For a person who has suffered from tedium of making changes to several SSIS packages for an apparently small change in logic, the introduction of package parts (or reusable control flow templates) in Integration Services 2016 is a breath of fresh air. In pre-SQL Server 2016 environments, though to a limited extent, reusability could be achieved through use of SSIS templates (skeletal SSIS packages with control parts that could be reused to generate packages) or by transferring some of the SSIS functions to stored procedures, which could be called in Execute SQL Tasks, thereby centralizing the tasks to a database. While these features were crucial, these features did not obviate the need to make changes to each and every package if certain structural changes were required in the package flows across multiple SSIS packages.
In such cases, you would have had to spend multiple iterations making changes across all the packages that had tasks which were common in terms of their functionality for example disabling/enabling indexes, switching partitions etc. Then there was Biml (Business Intelligence Markup Language), a dialect of XML, which used in conjunction with VB.Net/C#, provided a medium to automate the generation of SSIS packages and its components through the use of code snippets which could be reused across different projects. However use of BIML necessitated the need to be fairly competent in these languages in order to extract full benefit of this facility. With the introduction of package parts, SSIS has though not taken a giant leap, but a small but important step in the direction of enhancing the reusability of its components.
Just to illustrate this, I have created a common ETL load with package parts (shown in Fig 1). Section on the right shows the package parts (files with .dtsxp extension) that are created to perform certain admin tasks in a package while section on the left shows the sequence in which the package parts are being used in a package. You can see in the right section that there is a .designer file that is created for packages containing control flow parts that marries the package code with package part code.

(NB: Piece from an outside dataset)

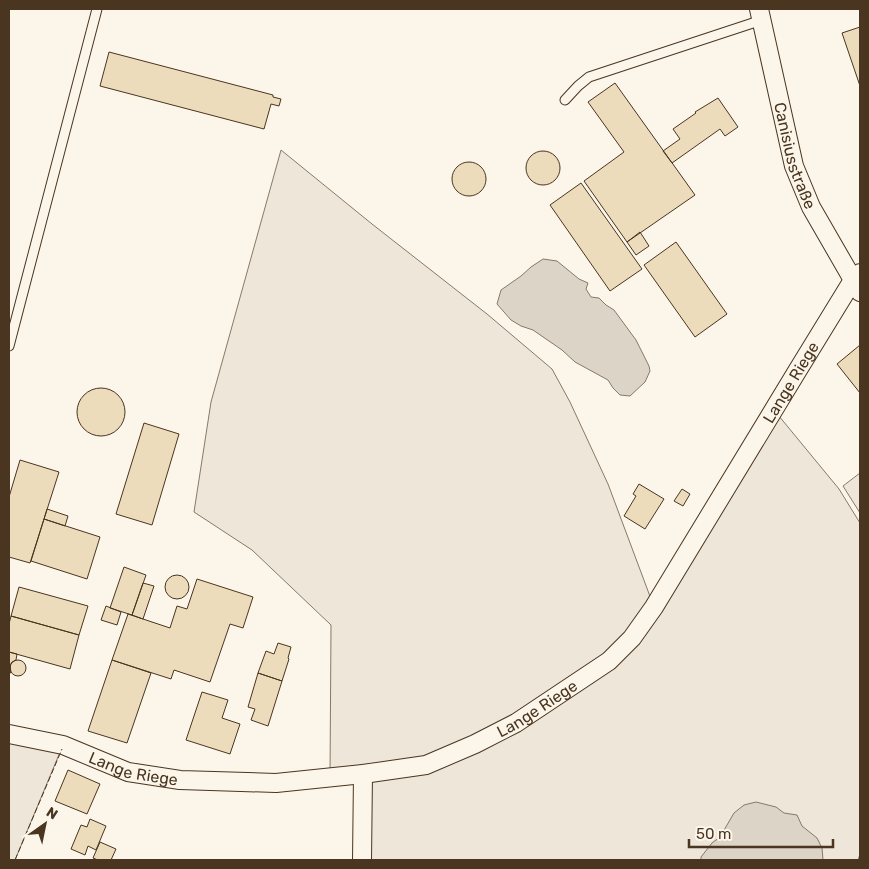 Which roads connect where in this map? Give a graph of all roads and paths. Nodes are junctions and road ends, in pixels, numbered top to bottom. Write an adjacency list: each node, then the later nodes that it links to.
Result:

In the above example, Customer.dtsx package has been created with package parts and control flow tasks to perform following sequential tasks
- Get batch number (CF1_GetBatchNo) – Package part that accepts clientID and gets the latest batch number from a batch table
- Log Process Start (CF3_LogProcessStart) – Package part that accepts batch number and table name and makes an initial entry in a log table to suggest start of the process
- Truncate Table (CF4_TruncateTable) – Package part that accepts table name and performs truncate operation
- Load Table (DFT_LoadCUstomer) – Control flow task that loads customer table
- Log Process End (CF2_LogProcessEnd) - Package part that accepts batch number and table name and makes an final entry in a log table to suggest end of the process
Thus package parts that I have created are for administrative tasks that are fairly general and should be re-useable in SSIS packages that require similar flow. Once created these package parts can be used from the SSIS Toolbox window, by dragging the package parts from SSIS Toolbox section and dropping it into the control flow section for customer package.

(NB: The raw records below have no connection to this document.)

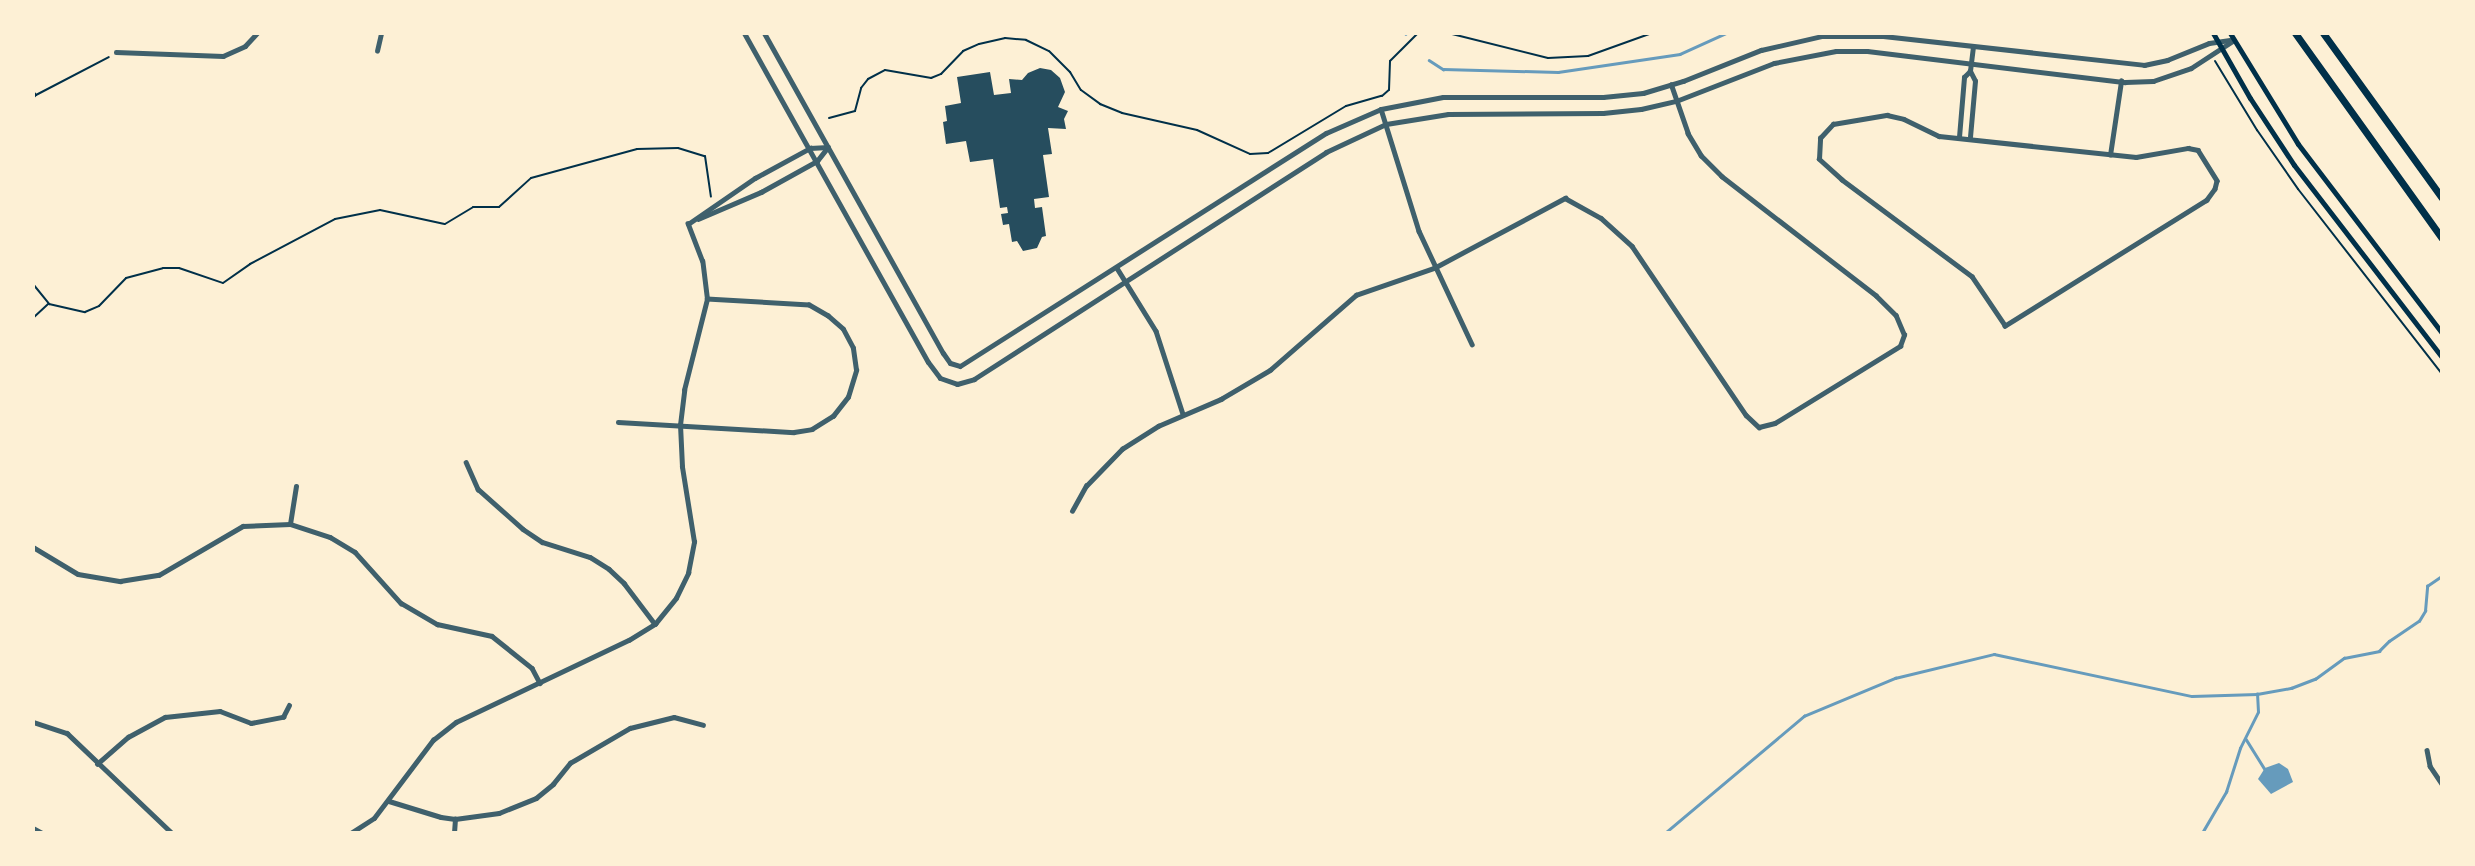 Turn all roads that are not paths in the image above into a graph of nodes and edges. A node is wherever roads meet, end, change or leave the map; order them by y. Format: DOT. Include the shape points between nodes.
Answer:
graph roads {
  1 [pos="257,33"];
  2 [pos="380,33"];
  3 [pos="744,33"];
  4 [pos="764,33"];
  5 [pos="2213,33"];
  6 [pos="2230,33"];
  7 [pos="2295,33"];
  8 [pos="2323,33"];
  9 [pos="2234,40"];
  10 [pos="2218,42"];
  11 [pos="1973,47"];
  12 [pos="2222,50"];
  13 [pos="377,51"];
  14 [pos="116,52"];
  15 [pos="1971,63"];
  16 [pos="1970,71"];
  17 [pos="2121,81"];
  18 [pos="1671,85"];
  19 [pos="1676,101"];
  20 [pos="1381,109"];
  21 [pos="1386,124"];
  22 [pos="1959,137"];
  23 [pos="1970,137"];
  24 [pos="810,148"];
  25 [pos="828,148"];
  26 [pos="2110,155"];
  27 [pos="817,161"];
  28 [pos="2442,198"];
  29 [pos="688,224"];
  30 [pos="2442,238"];
  31 [pos="1117,268"];
  32 [pos="1434,268"];
  33 [pos="1126,282"];
  34 [pos="707,299"];
  35 [pos="2442,333"];
  36 [pos="1472,344"];
  37 [pos="2442,356"];
  38 [pos="1183,414"];
  39 [pos="618,422"];
  40 [pos="680,425"];
  41 [pos="466,462"];
  42 [pos="296,486"];
  43 [pos="1072,511"];
  44 [pos="290,524"];
  45 [pos="33,547"];
  46 [pos="655,624"];
  47 [pos="540,683"];
  48 [pos="289,705"];
  49 [pos="33,722"];
  50 [pos="703,725"];
  51 [pos="2427,750"];
  52 [pos="97,764"];
  53 [pos="2442,784"];
  54 [pos="389,800"];
  55 [pos="455,818"];
  56 [pos="33,828"];
  57 [pos="42,833"];
  58 [pos="172,833"];
  59 [pos="351,833"];
  60 [pos="454,833"];
  1 -- 14 [label="street" via="245,46 223,55"];
  2 -- 13 [label="street"];
  3 -- 24 [label="street"];
  4 -- 25 [label="street"];
  5 -- 10 [label="main road"];
  6 -- 9 [label="main road"];
  7 -- 30 [label="highway"];
  8 -- 28 [label="highway"];
  9 -- 10 [label="street"];
  9 -- 12 [label="street"];
  9 -- 35 [label="main road" via="2307,156"];
  10 -- 11 [label="street" via="2144,65"];
  10 -- 12 [label="main road"];
  11 -- 15 [label="street"];
  11 -- 18 [label="street" via="1883,36 1822,36 1761,50"];
  12 -- 17 [label="street" via="2177,74 2152,81"];
  12 -- 37 [label="main road" via="2294,165"];
  15 -- 16 [label="street"];
  15 -- 17 [label="street"];
  15 -- 19 [label="street" via="1867,51 1822,53 1766,66"];
  16 -- 22 [label="street" via="1964,77"];
  16 -- 23 [label="street" via="1975,81"];
  17 -- 26 [label="street"];
  18 -- 19 [label="street"];
  18 -- 20 [label="street" via="1604,97 1424,99"];
  19 -- 21 [label="street" via="1626,111 1448,114"];
  19 -- 32 [label="street" via="1701,156 1896,316 1904,335 1900,346 1775,423 1759,427 1746,415 1637,252 1601,218 1565,198"];
  20 -- 21 [label="street"];
  20 -- 31 [label="street" via="1326,133"];
  21 -- 32 [label="street"];
  21 -- 33 [label="street" via="1326,152"];
  22 -- 23 [label="street"];
  22 -- 26 [label="street" via="1939,136 1887,115 1858,118 1833,124 1819,138 1819,159 1972,277 2005,326 2207,200 2215,189 2217,181 2198,150"];
  23 -- 26 [label="street"];
  24 -- 25 [label="street"];
  24 -- 27 [label="street"];
  24 -- 29 [label="street" via="755,178"];
  25 -- 27 [label="street"];
  25 -- 31 [label="street" via="943,353 955,366 970,363"];
  27 -- 29 [label="street"];
  27 -- 33 [label="street" via="928,362 950,383 974,379"];
  29 -- 34 [label="street" via="702,261"];
  31 -- 33 [label="street"];
  32 -- 36 [label="street"];
  32 -- 38 [label="street" via="1356,295 1270,370"];
  33 -- 38 [label="street" via="1156,331"];
  34 -- 40 [label="street"];
  34 -- 40 [label="street" via="808,305 843,330 853,348 856,370 848,397 834,416 812,429 794,432"];
  38 -- 43 [label="street" via="1122,449 1086,486"];
  39 -- 40 [label="street"];
  40 -- 46 [label="street" via="694,542 688,573 676,598"];
  41 -- 46 [label="street" via="478,489 523,529 542,542 590,557 609,569"];
  42 -- 44 [label="street"];
  44 -- 45 [label="street" via="243,526 159,575 120,581 78,574"];
  44 -- 47 [label="street" via="330,537 355,552 401,603 437,624 492,636 532,668"];
  46 -- 47 [label="street"];
  47 -- 54 [label="street" via="456,722 433,740"];
  48 -- 52 [label="street" via="283,717 251,723 220,711 165,717 128,737"];
  49 -- 52 [label="street" via="67,733"];
  50 -- 55 [label="street" via="674,717 630,727 570,764 553,784 520,806"];
  51 -- 53 [label="street" via="2430,766"];
  52 -- 58 [label="street"];
  54 -- 55 [label="street" via="429,815"];
  54 -- 59 [label="street" via="374,818"];
  55 -- 60 [label="street"];
  56 -- 57 [label="street"];
}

Looking at the example above, you would think SSIS has taken a giant step in making its components modular and reusable. However there are few gotchas which need to be mentioned before you get your hopes high. In the next section, we explore the good and not-so-good features of package parts.
The Good
First, fairly common tasks can be made reusable. Once created, package parts can be reused via SSIS Toolbox pane. This enables centralizing of administrative tasks which obviates the need to make changes to every package when there is a simple change in logic in a common admin task.
Complex logic can be embedded in package parts. It is usually a best practice to break complex tasks into simple chunks and then embed in different package parts. This enables better modularity and reusability of codes. However, in cases when a task is specialized and is composed of several sequential sub-tasks, all the required control flow tasks can be clubbed in a single package part and then re-used. For example archiving and emailing a file can be achieved via a single package part which contains one File System Task for archiving and renaming the file and one Send Email Task for emailing it to the necessary recipients.

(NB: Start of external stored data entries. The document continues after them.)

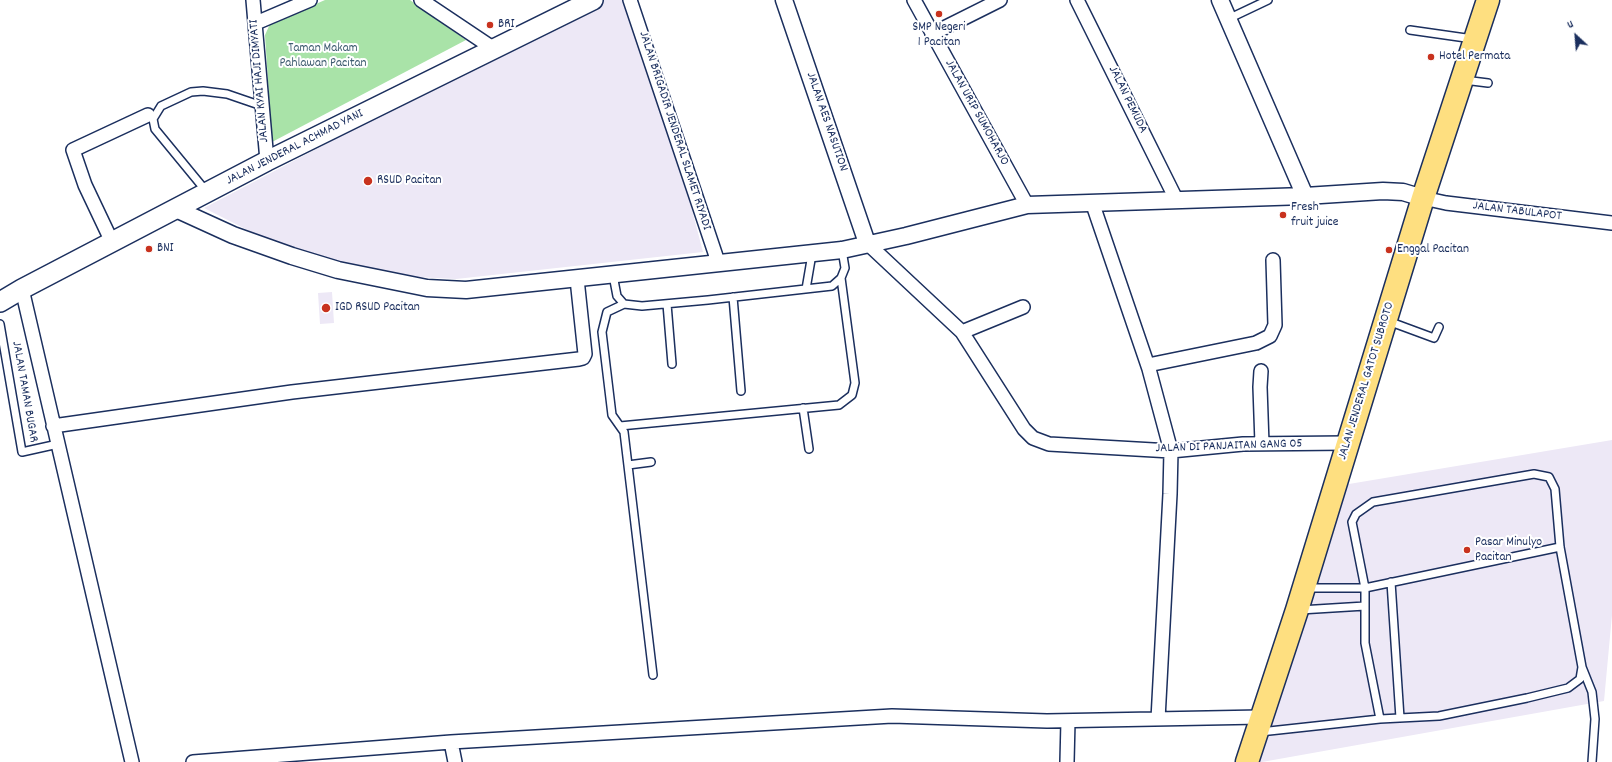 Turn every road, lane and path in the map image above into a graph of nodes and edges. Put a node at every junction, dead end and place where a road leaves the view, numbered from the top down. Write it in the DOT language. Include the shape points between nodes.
graph roads {
  1 [pos="254,0"];
  2 [pos="310,0"];
  3 [pos="421,0"];
  4 [pos="593,0"];
  5 [pos="630,0"];
  6 [pos="784,0"];
  7 [pos="914,0"];
  8 [pos="1000,0"];
  9 [pos="1077,0"];
  10 [pos="1220,0"];
  11 [pos="1268,0"];
  12 [pos="1488,0"];
  13 [pos="1228,19"];
  14 [pos="256,24"];
  15 [pos="1410,30"];
  16 [pos="932,34"];
  17 [pos="1475,39"];
  18 [pos="494,49"];
  19 [pos="1462,80"];
  20 [pos="1488,82"];
  21 [pos="262,106"];
  22 [pos="148,116"];
  23 [pos="267,161"];
  24 [pos="208,193"];
  25 [pos="1305,196"];
  26 [pos="1423,198"];
  27 [pos="1176,199"];
  28 [pos="1092,202"];
  29 [pos="1027,205"];
  30 [pos="176,209"];
  31 [pos="1612,223"];
  32 [pos="112,242"];
  33 [pos="867,243"];
  34 [pos="842,250"];
  35 [pos="812,253"];
  36 [pos="1273,260"];
  37 [pos="718,262"];
  38 [pos="613,274"];
  39 [pos="841,278"];
  40 [pos="577,279"];
  41 [pos="22,289"];
  42 [pos="806,289"];
  43 [pos="733,297"];
  44 [pos="0,302"];
  45 [pos="624,304"];
  46 [pos="667,304"];
  47 [pos="1023,307"];
  48 [pos="1385,320"];
  49 [pos="0,324"];
  50 [pos="1439,327"];
  51 [pos="962,332"];
  52 [pos="672,364"];
  53 [pos="1148,365"];
  54 [pos="1261,371"];
  55 [pos="741,391"];
  56 [pos="803,408"];
  57 [pos="53,426"];
  58 [pos="620,426"];
  59 [pos="1347,443"];
  60 [pos="58,444"];
  61 [pos="1262,444"];
  62 [pos="809,449"];
  63 [pos="1171,451"];
  64 [pos="651,462"];
  65 [pos="628,465"];
  66 [pos="1560,547"];
  67 [pos="1391,582"];
  68 [pos="1303,588"];
  69 [pos="1366,588"];
  70 [pos="1365,606"];
  71 [pos="1297,610"];
  72 [pos="1582,667"];
  73 [pos="653,675"];
  74 [pos="1400,718"];
  75 [pos="1158,719"];
  76 [pos="1380,719"];
  77 [pos="1068,721"];
  78 [pos="1258,725"];
  79 [pos="451,742"];
  80 [pos="132,762"];
  81 [pos="193,762"];
  82 [pos="455,762"];
  83 [pos="1067,762"];
  84 [pos="1247,762"];
  85 [pos="1592,762"];
  1 -- 14 [label="street, JALAN KYAI HAJI DIMYATI"];
  2 -- 14 [label="street"];
  3 -- 18 [label="street"];
  4 -- 18 [label="main road, JALAN JENDERAL ACHMAD YANI"];
  5 -- 37 [label="street, JALAN BRIGADIR JENDERAL SLAMET RIYADI"];
  6 -- 33 [label="street, JALAN AES NASUTION"];
  7 -- 16 [label="street, JALAN URIP SUMOHARJO"];
  8 -- 16 [label="street"];
  9 -- 27 [label="street, JALAN PEMUDA"];
  10 -- 13 [label="street"];
  11 -- 13 [label="lane"];
  12 -- 17 [label="highway, JALAN JENDERAL GATOT SUBROTO"];
  13 -- 25 [label="street"];
  14 -- 21 [label="street, JALAN KYAI HAJI DIMYATI"];
  15 -- 17 [label="lane"];
  16 -- 29 [label="street, JALAN URIP SUMOHARJO"];
  17 -- 19 [label="highway, JALAN JENDERAL GATOT SUBROTO"];
  18 -- 23 [label="main road, JALAN JENDERAL ACHMAD YANI"];
  19 -- 20 [label="lane"];
  19 -- 26 [label="highway, JALAN JENDERAL GATOT SUBROTO"];
  21 -- 23 [label="street, JALAN KYAI HAJI DIMYATI"];
  21 -- 24 [label="lane" via="228,94 191,92 161,106 153,118 156,129"];
  22 -- 32 [label="street" via="73,150 85,185"];
  23 -- 24 [label="main road, JALAN JENDERAL ACHMAD YANI"];
  24 -- 30 [label="main road, JALAN JENDERAL ACHMAD YANI"];
  25 -- 26 [label="street" via="1383,191 1403,192"];
  25 -- 27 [label="street"];
  26 -- 31 [label="street, JALAN TABULAPOT"];
  26 -- 48 [label="highway, JALAN JENDERAL GATOT SUBROTO"];
  27 -- 28 [label="street"];
  28 -- 29 [label="street"];
  28 -- 53 [label="street"];
  29 -- 33 [label="street" via="906,236"];
  30 -- 32 [label="main road, JALAN JENDERAL ACHMAD YANI"];
  30 -- 40 [label="street" via="233,235 292,256 389,282 427,288 466,290"];
  32 -- 41 [label="main road, JALAN JENDERAL ACHMAD YANI"];
  33 -- 34 [label="street"];
  33 -- 51 [label="street, JALAN DI PANJAITAN GANG 05"];
  34 -- 35 [label="street"];
  34 -- 39 [label="lane" via="845,268"];
  35 -- 37 [label="street"];
  35 -- 42 [label="lane"];
  36 -- 53 [label="street" via="1275,324 1270,336 1256,343"];
  37 -- 38 [label="street"];
  38 -- 40 [label="street"];
  38 -- 45 [label="lane" via="617,296"];
  39 -- 42 [label="lane" via="832,286"];
  39 -- 56 [label="lane" via="855,383 852,395 839,405"];
  40 -- 57 [label="street" via="585,354 584,358 579,360 292,392"];
  41 -- 44 [label="main road, JALAN JENDERAL ACHMAD YANI"];
  41 -- 57 [label="street"];
  42 -- 43 [label="lane"];
  43 -- 46 [label="lane"];
  43 -- 55 [label="lane"];
  45 -- 46 [label="lane"];
  45 -- 58 [label="lane" via="607,312 602,332 612,415"];
  46 -- 52 [label="lane"];
  47 -- 51 [label="street"];
  48 -- 50 [label="lane" via="1434,338"];
  48 -- 59 [label="highway, JALAN JENDERAL GATOT SUBROTO"];
  49 -- 60 [label="lane, JALAN TAMAN BUGAR" via="22,452"];
  51 -- 63 [label="street, JALAN DI PANJAITAN GANG 05" via="1024,429 1033,438 1049,444"];
  53 -- 63 [label="street"];
  54 -- 61 [label="street"];
  56 -- 58 [label="lane"];
  56 -- 62 [label="lane"];
  57 -- 60 [label="street"];
  58 -- 65 [label="lane" via="624,432"];
  59 -- 61 [label="street, JALAN DI PANJAITAN GANG 05"];
  59 -- 68 [label="highway, JALAN JENDERAL GATOT SUBROTO"];
  60 -- 80 [label="street"];
  61 -- 63 [label="street, JALAN DI PANJAITAN GANG 05"];
  63 -- 75 [label="street"];
  64 -- 65 [label="lane"];
  65 -- 73 [label="lane"];
  66 -- 67 [label="lane"];
  66 -- 69 [label="lane" via="1554,489 1549,477 1541,475 1534,474 1373,502 1356,514 1352,522"];
  66 -- 72 [label="lane"];
  67 -- 69 [label="lane"];
  67 -- 74 [label="lane"];
  68 -- 69 [label="lane"];
  68 -- 71 [label="highway, JALAN JENDERAL GATOT SUBROTO"];
  69 -- 70 [label="lane"];
  70 -- 71 [label="lane"];
  70 -- 76 [label="lane" via="1365,643"];
  71 -- 78 [label="highway, JALAN JENDERAL GATOT SUBROTO"];
  72 -- 74 [label="lane" via="1580,678 1568,688 1438,716"];
  72 -- 85 [label="lane" via="1592,692 1595,719"];
  74 -- 76 [label="lane"];
  75 -- 77 [label="street"];
  75 -- 78 [label="street"];
  76 -- 78 [label="lane"];
  77 -- 79 [label="street" via="892,716"];
  77 -- 83 [label="street"];
  78 -- 84 [label="highway, JALAN JENDERAL GATOT SUBROTO"];
  79 -- 81 [label="street"];
  79 -- 82 [label="street"];
}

Package Parts can be incorporated in a package multiple times. Similar to control flow tasks, a package can contain multiple instances of package parts. As seen in fig 3, CF4_TruncateTable has been used twice in the package as CF4_TruncateTable1 and CF4_TruncateTable2.
Package Parts can take in inputs via variables. Package part variables are exposed in the parent package and can be configured to accept values from the package. For instance truncate table package part (CF4_TruncateTable) can accept the name of the table from the package via package part variable and perform the truncate operation (as fig 4). Here I am passing the table and schema name to the corresponding package part variables for the CF4_TruncateTable package part.
The Not So Good
Package part variables cannot be assigned value from the package variable. Well, this is not entirely true as it can be during design time. However this assignment does not persist after the package has been closed and reopened. This means that package part variables can only accept hard-coded values
Package part variables cannot output a value. Unlike certain control flow tasks which can intake values and also output values, package parts are meant to only accept values. No values can be returned from the package part that needs to be propagated to the subsequent package part or control flow task. For example in fig 1, CF1_GetBatchNo cannot output the batch number so that it could be used in the CF3_LogProcessStart. Hence CF1_GetBatchNo should be replaced with an Execute SQL task to perform this activity. Moreover this also makes CF3_LogProcessStart and CF2_LogProcessEnd redundant as these components cannot accept the batch number during execution time due to the limitation highlighted in the previous point. Both these components need to be replaced with Execute SQL tasks.
Package parts cannot be executed separately. Package parts cannot be executed independent of a package similar to control flow tasks which can only be executed once they have been used in a package. This is a limitation for package parts containing complex logic containing multiple control flow tasks.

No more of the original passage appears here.